Setting Up Your Environment¶
Before developing a dataset pipeline, you'll need a development environment with the appropriate packages installed.
Note
You will need to use a command-line interface to work with conda and other Python-related tools. A great resource for getting comfortable with the command-line is the MIT Missing Semester course, which is available for free online. If you use Microsoft Windows, please consider installing Windows Subsystem for Linux.
Environment Management System¶
When developing on your local machine, you'll likely need a system for compartmentalizing environments you use for different development projects. While this setup is entirely up to you, we've found success using conda. Another option is mamba is a faster alternative to conda that is fully compatible.
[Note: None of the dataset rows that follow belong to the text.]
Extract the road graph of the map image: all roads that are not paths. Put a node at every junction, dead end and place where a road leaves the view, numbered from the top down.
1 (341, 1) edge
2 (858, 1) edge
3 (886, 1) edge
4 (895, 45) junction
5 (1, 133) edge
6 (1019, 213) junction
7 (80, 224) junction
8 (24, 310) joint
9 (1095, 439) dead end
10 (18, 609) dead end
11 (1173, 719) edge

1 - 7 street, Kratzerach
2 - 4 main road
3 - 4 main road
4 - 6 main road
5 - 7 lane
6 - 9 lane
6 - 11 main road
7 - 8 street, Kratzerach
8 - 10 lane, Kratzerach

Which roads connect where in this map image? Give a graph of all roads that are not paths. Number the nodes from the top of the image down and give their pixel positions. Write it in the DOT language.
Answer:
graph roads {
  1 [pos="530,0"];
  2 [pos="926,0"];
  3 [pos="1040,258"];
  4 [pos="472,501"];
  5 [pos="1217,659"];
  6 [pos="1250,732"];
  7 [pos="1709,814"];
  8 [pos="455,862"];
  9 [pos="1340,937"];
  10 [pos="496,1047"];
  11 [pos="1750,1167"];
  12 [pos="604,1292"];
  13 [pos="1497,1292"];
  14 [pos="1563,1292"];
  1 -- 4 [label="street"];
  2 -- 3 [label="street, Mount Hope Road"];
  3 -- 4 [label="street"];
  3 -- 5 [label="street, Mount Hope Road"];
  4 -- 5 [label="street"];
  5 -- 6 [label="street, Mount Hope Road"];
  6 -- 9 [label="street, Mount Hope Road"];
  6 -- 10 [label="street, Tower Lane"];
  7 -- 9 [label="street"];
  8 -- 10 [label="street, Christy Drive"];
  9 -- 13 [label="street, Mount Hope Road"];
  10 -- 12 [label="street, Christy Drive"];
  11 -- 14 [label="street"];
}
Whichever tool you choose, follow its installation instructions before proceeding.
Clone the geo-datasets Repository¶
- Make sure git is installed.
cd
to the directory you'd like to clone geo-datasets into. This can be~/Documents
, for example- Run
git clone git@github.com:aiddata/geo-datasets.git
. cd
intogeo-datasets
.
Install Dependencies¶
Note
This section assumes you are using conda (or mamba). If you are using some other environment management system, you'll have to adapt these instructions accordingly.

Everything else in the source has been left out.